Та посмотрела на младшую сестру. Хоуп недавно исполнилось восемь. Круглолицая, с коротко подстриженными кудрями и большими карими глазами она походила на куклу.

– Да, – ответила Майя и через силу улыбнулась.

– Но… Но ведь старейшины могут передумать, правда? Папа может…

– Папа не может мне помочь, Хоуп. Потому-то ему и грустно.

– Ну и ладно, тем хуже. Тогда я уйду с тобой, – надувшись, заявила Хоуп.

Майя покачала головой и нежно взъерошила сестре волосы.

– Не говори ерунды.

Хоуп промолчала. Её лицо словно окаменело, она смотрела на Майю снизу вверх с таким отчаянием, что у девушки ёкнуло сердце.
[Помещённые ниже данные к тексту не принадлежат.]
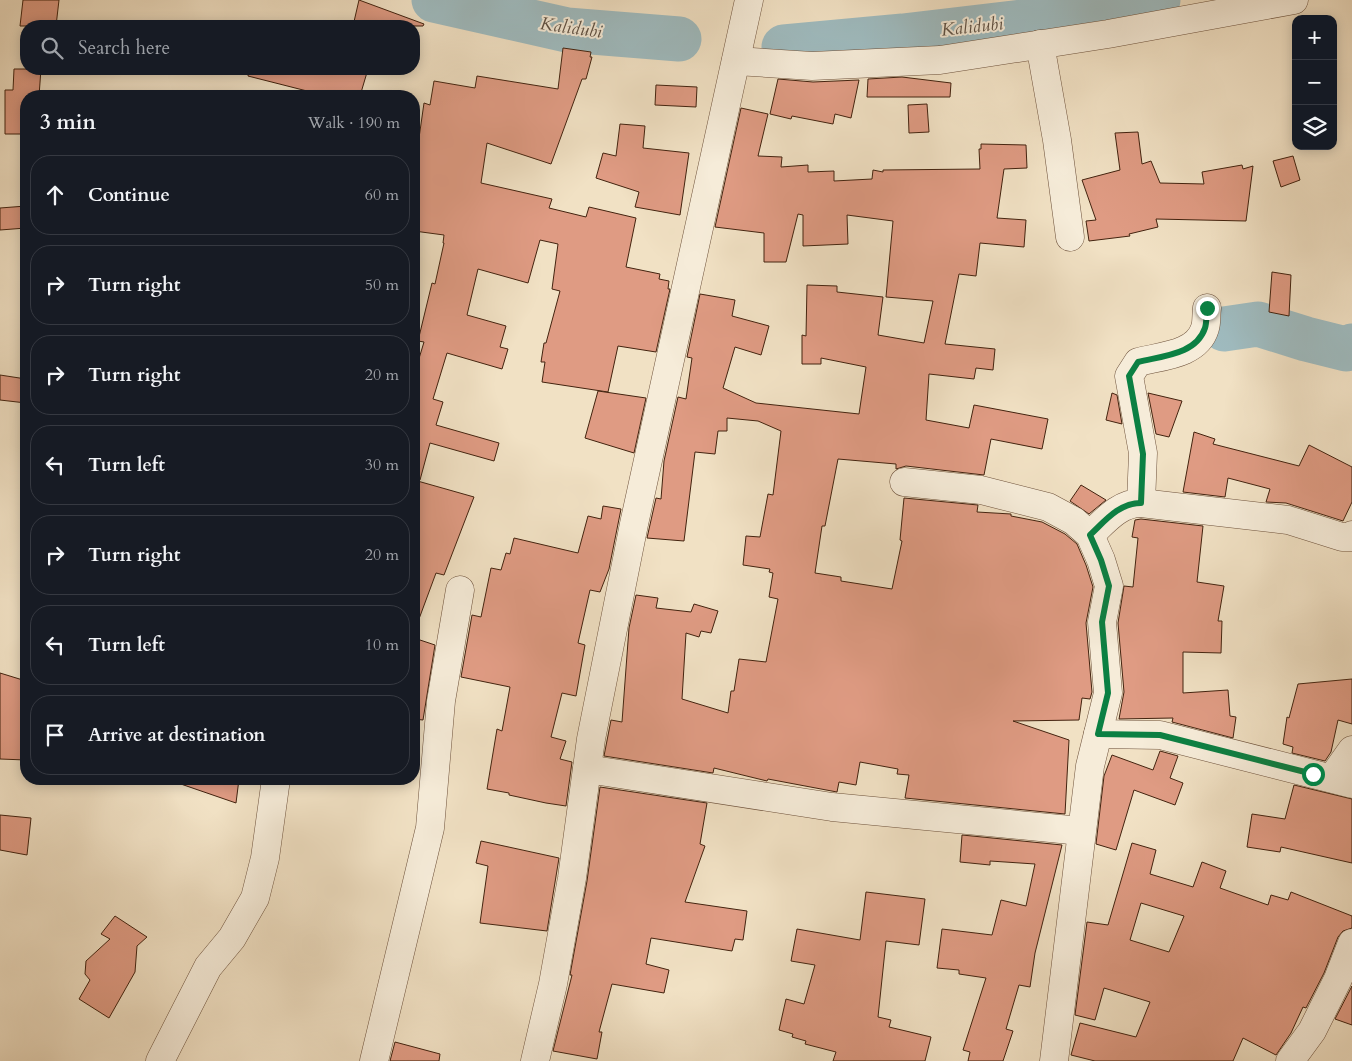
<!DOCTYPE html>
<html lang="en">
<head>
<meta charset="utf-8">
<style>
	body { margin:0; font-family:Cardo,serif; background:#20242c; color:#f1f3f6 }
	.controls { position:absolute; right:15px; top:15px; display:grid; overflow:hidden; border-radius:10px; box-shadow:0 2px 12px #0003 }
	.controls button { width:45px; height:45px; display:grid; place-items:center; padding:0; border:0; border-bottom:1px solid #363941; background:#171b24; color:#f1f3f6; font:25px sans-serif }
	.stop { position:absolute; width:15px; height:15px; margin:-11px; border:4px solid #0b8043; border-radius:50%; background:#fff }
	.stop.end { background:#0b8043; border-color:#fff; box-shadow:0 1px 5px #0008 }
	.list { margin:0; padding:0; list-style:none }
	h2 { display:flex; justify-content:space-between; align-items:center; height:65px; margin:0; padding:0 20px; font-size:21px }
	h2 small { font-size:16px; font-weight:400; color:#9ea1a6 }
	.list li { display:grid; grid-template-columns:32px 1fr auto; gap:15px; align-items:center; box-sizing:border-box; height:80px; margin:0 10px 10px; padding:0 10px; border:1px solid #363941; border-radius:20px }
	.list b { display:block; font-size:19px; white-space:nowrap }
	.list em { font-size:16px; font-style:normal; color:#9ea1a6 }
	.icon { flex:none; width:28px; height:28px; fill:none; stroke:currentColor; stroke-width:2; stroke-linecap:round; stroke-linejoin:round }
	.map { position:relative; flex:none; width:1352px; height:1061px; overflow:hidden }
	.search { position:absolute; background:#171b24; box-shadow:0 2px 12px #0003; left:20px; top:20px; width:400px; height:55px; display:flex; align-items:center; gap:12px; box-sizing:border-box; padding:0 18px; border-radius:20px; color:#9ea1a6; font-size:19px }
	.panel { position:absolute; background:#171b24; box-shadow:0 2px 12px #0003; left:20px; top:90px; width:400px; height:695px; border-radius:20px }
	.map>svg:first-child { display:block }
	.lines { fill:none; stroke-linecap:round; stroke-linejoin:round }
	.river { stroke:#9fbbbf; stroke-width:45 }
	.building { fill:#df9b83; stroke:#43230f; fill-rule:evenodd }
	.minor-casing { stroke:#6e523c; stroke-width:29 }
	.minor { stroke:#f6ecd9; stroke-width:28 }
	.route { stroke:#0b8043; stroke-width:6 }
	.labels { text-anchor:middle; dominant-baseline:central; stroke-width:4; stroke-linejoin:round; paint-order:stroke }
	.water-label { font-size:18px; font-style:italic; fill:#5f5144; stroke:#f6ecd9 }
</style>
</head>
<body>
<div class="map">
<svg width="1352" height="1061" viewBox="0 0 1352 1061">
	<rect width="100%" height="100%" fill="#f1e1c4"/>
	<filter id="stains"><feTurbulence type="fractalNoise" baseFrequency=".004" numOctaves="4"/><feColorMatrix values="0 0 0 0 .2 0 0 0 0 .09 0 0 0 0 .02 0 0 0 .5 -.17"/></filter>
	<radialGradient id="worn" r=".72"><stop offset=".6" stop-color="#630" stop-opacity="0"/><stop offset="1" stop-color="#630" stop-opacity=".3"/></radialGradient>
	<g class="lines">
		<g class="river">
			<path d="M434,0L567,30L679,39"/>
			<path d="M784,47L903,36L1065,17L1158,0"/>
			<path d="M1224,329L1258,324L1306,339L1346,349L1352,346"/>
		</g>
	</g>
	<g class="building">
		<path d="M23,0H59L56,26H20Z"/>
		<path d="M359,0L424,24L423,26H353Z"/>
		<path d="M563,48L591,52L590,57H592L586,79H582L551,164L487,143L481,183L552,199L549,208L586,217L589,207L636,218L626,267L660,274L659,279L669,281L668,289H670L656,352L618,346L608,392L542,382L545,362H541L544,343H546L560,291L552,289L558,244L540,240L528,283L478,269L467,315L506,326L500,347L508,349L502,369L447,353L433,399L443,402L436,425L499,443L494,461L430,443L420,480H414V375L424,342L418,341L432,283L435,284L444,243H443L444,235L414,231V173L424,103L430,105L434,81L475,88L477,76L558,89Z"/>
		<path d="M14,69H41L39,96H26V134H5V90H13Z"/>
		<path d="M249,69H368L360,96H305L307,91L248,76Z"/>
		<path d="M902,77L951,83L950,97H867L868,79Z"/>
		<path d="M778,79L813,82L859,80L851,118L835,114L833,124L792,116L791,119L770,114Z"/>
		<path d="M656,85L697,87L696,107L655,105Z"/>
		<path d="M927,104L929,132L909,133L908,105Z"/>
		<path d="M741,108L768,114L758,156L782,157L781,167L808,165V172L834,171V181L872,179L873,170L883,172V170L980,169L979,149H981V144L1026,145L1027,168L1004,169L997,218L1026,220L1024,247L980,243L976,276L959,274L945,344L995,349L993,370L976,368L974,379L929,374L926,420L969,428L974,405L1048,419L1042,449L991,439L984,475L906,466L896,469V464L838,459L825,526H822L815,573L841,577V581L892,589L902,541L900,540L904,498L978,505L977,512L1011,514V516L1042,522L1065,534L1077,544L1086,565L1093,587L1086,623L1092,692L1090,699L1082,698L1079,720L1013,721L1069,740L1065,814L905,798L909,775L897,774L898,769L860,762L856,785L839,782L837,792L768,779L767,781L714,768L713,773L604,756L611,720L622,722L629,628L636,595L658,598L656,608L691,612L694,604L718,611L711,633L701,631L699,637L686,633L682,699L728,713L731,691H734L739,659L766,662L778,599L769,597L773,573L769,572L770,569L743,565L746,536L760,537L768,494L773,495L781,431L758,421L727,418V431H718L715,454L695,452L684,541L647,538L656,498L661,499L664,461L678,397L686,399L692,358L687,357L700,294L735,300L732,316L769,326L761,355L735,347L723,388L756,403L859,414L866,367L821,358V364H802V335L806,336L807,285L837,286V292L883,297L878,335L924,343L933,301L886,297L893,221L847,215L848,244L803,246V215L798,214L786,262H764V233L715,227Z"/>
		<path d="M620,124L645,126L643,148L689,153L680,215L635,207L639,192L596,178L603,153L616,156Z"/>
		<path d="M1138,132L1142,164L1151,161L1160,183L1204,184L1202,172L1242,165L1243,169L1253,166L1246,221L1156,219L1158,227L1129,234L1130,236L1089,241L1086,221L1096,220L1082,180L1120,170L1115,133Z"/>
		<path d="M1293,156L1300,180L1281,187L1273,161Z"/>
		<path d="M26,206V228L0,230V208Z"/>
		<path d="M1272,272L1291,275L1289,316L1269,312Z"/>
		<path d="M0,375L26,379V403L0,400Z"/>
		<path d="M598,391L646,398L634,453L585,438Z"/>
		<path d="M1112,393L1117,395L1122,424L1106,420Z"/>
		<path d="M1148,393L1182,401L1169,437L1156,434Z"/>
		<path d="M1194,432L1215,439L1213,444L1299,466L1309,445L1352,467V502L1343,521L1286,503L1266,502L1270,489L1228,478L1225,497L1183,492Z"/>
		<path d="M414,480L474,497L444,575L436,573L416,627L414,626Z"/>
		<path d="M1081,485L1106,500L1089,514L1070,501Z"/>
		<path d="M603,506L621,509L609,569L600,592L590,590L578,643L585,645L576,696L562,693L551,737L566,741L560,759L572,762L566,806L546,803L509,795V793L487,789L497,729L502,731L510,687L461,677L472,615L481,617L491,568L501,570L506,553L510,554L514,538L578,553L588,516L601,519Z"/>
		<path d="M1141,519L1203,526L1197,582L1224,586L1218,621H1222L1221,653L1183,652V693L1228,690L1230,716L1236,717L1233,738L1172,722L1173,718L1119,719L1124,692L1118,623L1124,586L1133,587L1138,538L1132,537L1135,520Z"/>
		<path d="M414,638L435,645L423,720L414,719Z"/>
		<path d="M0,673L26,681V760L0,759Z"/>
		<path d="M1352,679V724L1338,720L1331,752L1325,761L1292,753L1293,747L1283,744L1287,717L1289,718L1298,684Z"/>
		<path d="M1160,751L1178,756L1170,778L1183,783L1175,805L1134,790L1116,850L1096,844L1104,776L1112,755L1153,770Z"/>
		<path d="M175,779H239L236,803L175,782Z"/>
		<path d="M1294,785L1352,799V863L1281,847L1280,852L1247,847L1252,814L1285,819Z"/>
		<path d="M600,787L707,803L700,844L705,846L685,902L747,911L743,940L735,939L732,951L651,938L646,964L669,970L664,993L612,984L599,1032H602L597,1059L553,1051L572,975H570L587,881Z"/>
		<path d="M0,815L31,818L27,855L0,850Z"/>
		<path d="M962,835L1062,845L1035,953L1030,987L1019,985L1006,1029L1013,1031L1003,1061H968L970,1052L963,1050L986,978L959,974V970L937,968L942,929L992,935L1001,900L1026,906L1035,864L990,861V865L960,862Z"/>
		<path d="M481,841L559,858L547,931L480,923L488,866L476,863Z"/>
		<path d="M1132,843L1156,850L1150,874L1193,887L1202,862L1226,871L1220,888L1268,905L1271,895L1288,900L1291,892L1352,916V928L1343,931L1338,937L1324,973L1306,1008L1303,1007L1291,1033L1276,1055L1243,1038L1233,1061H1095L1071,1055L1080,1023L1136,1037L1150,1002L1104,988L1095,1020L1075,1015L1087,922L1108,925ZM1141,903L1184,916L1169,952L1130,940Z"/>
		<path d="M866,892L925,899L919,945L886,941L878,1017L891,1020L889,1027L931,1037L925,1061H833L836,1052L805,1044L806,1041L792,1037L793,1034L779,1030L786,999L804,1004L815,965L791,961L797,929L860,940Z"/>
		<path d="M115,916L147,937L137,946L135,972L109,1018L79,999L90,980L85,974L86,961L110,939L101,934Z"/>
		<path d="M1352,986V1025L1335,1019Z"/>
		<path d="M395,1042L440,1054L439,1061H390Z"/>
	</g>
	<g class="lines">
		<g class="minor-casing">
			<g id="minor">
				<path d="M1040,44L1057,140L1070,237"/>
				<path d="M736,61L812,66L940,60L1108,34L1294,0"/>
				<path d="M904,482L981,490L1048,507L1074,521L1090,535L1101,560L1109,586L1102,622L1108,693L1090,766L1054,1061"/>
				<path d="M1141,503L1143,453L1129,376L1138,362C1161,356 1197,355 1205,328C1207,322 1206,314 1207,308"/>
				<path d="M1090,535C1105,521 1119,503 1141,503L1288,520L1342,537H1351L1352,535"/>
				<path d="M1098,734L1160,735L1352,784"/>
				<path d="M587,769L832,807L1081,831"/>
				<path d="M1332,778L1352,750"/>
				<path d="M160,1061L208,967L232,938L255,898L265,858L276,779"/>
				<path d="M374,1061L430,828L441,701L460,590"/>
				<path d="M535,1061L553,984L572,878L591,739L634,524L749,0"/>
				<path d="M1290,1061L1312,1031L1338,979L1352,943"/>
			</g>
		</g>
		<use href="#minor" class="minor"/>
	</g>
	<g class="lines">
		<path class="route" d="M1207,308C1206,314 1207,322 1205,328C1196,355 1161,356 1138,362L1129,376L1143,454L1141,503C1119,503 1105,521 1090,535L1101,560L1109,586L1102,622L1108,693L1098,734L1160,735L1313,774"/>
	</g>
	<g class="labels">
		<g class="water-label">
			<text transform="translate(972 27) rotate(-6)">Kalidubi</text>
			<text transform="translate(571 28) rotate(8)">Kalidubi</text>
		</g>
	</g>
	<rect width="100%" height="100%" filter="url(#stains)"/>
	<rect width="100%" height="100%" fill="url(#worn)"/>
</svg>
<div class="controls">
<button>+</button>
<button>−</button>
<button><svg class="icon" aria-label="layers" viewBox="0 0 24 24"><path d="M12 4l9 5-9 5-9-5zM3 14l9 5 9-5"/></svg></button>
</div>
<div class="stop" style="left:1313px;top:774px"></div>
<div class="stop end" style="left:1207px;top:308px"></div>
<div class="search"><svg class="icon" aria-label="search" viewBox="0 0 24 24"><circle cx="10" cy="10" r="6"/><path d="M15 15l6 6"/></svg>Search here</div>
<section class="panel">
<h2>3 min<small>Walk · 190 m</small></h2>
<ul class="list">
<li><svg class="icon" aria-label="ahead" viewBox="0 0 24 24"><path d="M12 20V5M6 11l6-6 6 6"/></svg><div><b>Continue</b></div><em>60 m</em></li>
<li><svg class="icon" aria-label="right" viewBox="0 0 24 24"><path d="M7 20v-9h11M14 6l5 5-5 5"/></svg><div><b>Turn right</b></div><em>50 m</em></li>
<li><svg class="icon" aria-label="right" viewBox="0 0 24 24"><path d="M7 20v-9h11M14 6l5 5-5 5"/></svg><div><b>Turn right</b></div><em>20 m</em></li>
<li><svg class="icon" aria-label="left" viewBox="0 0 24 24"><path d="M17 20v-9H6M10 6l-5 5 5 5"/></svg><div><b>Turn left</b></div><em>30 m</em></li>
<li><svg class="icon" aria-label="right" viewBox="0 0 24 24"><path d="M7 20v-9h11M14 6l5 5-5 5"/></svg><div><b>Turn right</b></div><em>20 m</em></li>
<li><svg class="icon" aria-label="left" viewBox="0 0 24 24"><path d="M17 20v-9H6M10 6l-5 5 5 5"/></svg><div><b>Turn left</b></div><em>10 m</em></li>
<li><svg class="icon" aria-label="arrive" viewBox="0 0 24 24"><path d="M6 21V4h12l-3 4 3 4H6"/></svg><div><b>Arrive at destination</b></div></li>
</ul>
</section>
</div>
</body>
</html>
– Это не ерунда. Если ты уйдёшь, я уйду с тобой.

Майя отвела взгляд и вместо ответа лишь сильнее прижала сестру к себе. Нет. Этого не будет. Никогда. Она этого не допустит. Хоуп должна жить, расти, быть счастливой. Хоуп должна прожить жизнь, которая была бы у Майи, если бы её не изгнали, если бы она могла жить. Хоуп должна жить за них обеих.

– Хоуп, послушай меня: я хочу, чтобы ты позаботилась о папе, когда меня здесь не будет. У него останешься только ты, понимаешь?

– Но…

– За меня не волнуйся, я как-нибудь выкручусь, со мной ничего не случится. А когда ты подрастёшь, я буду время от времени тебя навещать, – солгала Майя, стараясь говорить как можно убедительнее.

– А тебе разрешат?

– Ну конечно, – снова соврала Майя. – У Совета нет причин отказывать.

На лице девочки засияла радостная улыбка.

– Ну ладно, тогда всё в порядке.

Майя тоже улыбнулась, но это улыбка не коснулась её глаз. Потом она обернулась и посмотрела на Йолана. В комнате повисла тишина. Воздух, казалось, загустел. На полу лежали обломки стены, а взгляд волка был таким пустым, что у Майи упало сердце.

– Папа?

Йолан медленно повернулся к ней.

– Мне так жаль, – хрипло проговорил он.

Майя медленно кивнула.

– Знаю, – ответила она, потом снова посмотрела на Хоуп. – Мне нужно поговорить с папой, ты не могла бы оставить нас на минутку?

– Ладно, но потом я вернусь.

– Разумеется, вернёшься. Ты же прекрасно знаешь, что я скучаю, когда тебя нет рядом, мелкая надоеда, – с притворной весёлостью ответила Майя.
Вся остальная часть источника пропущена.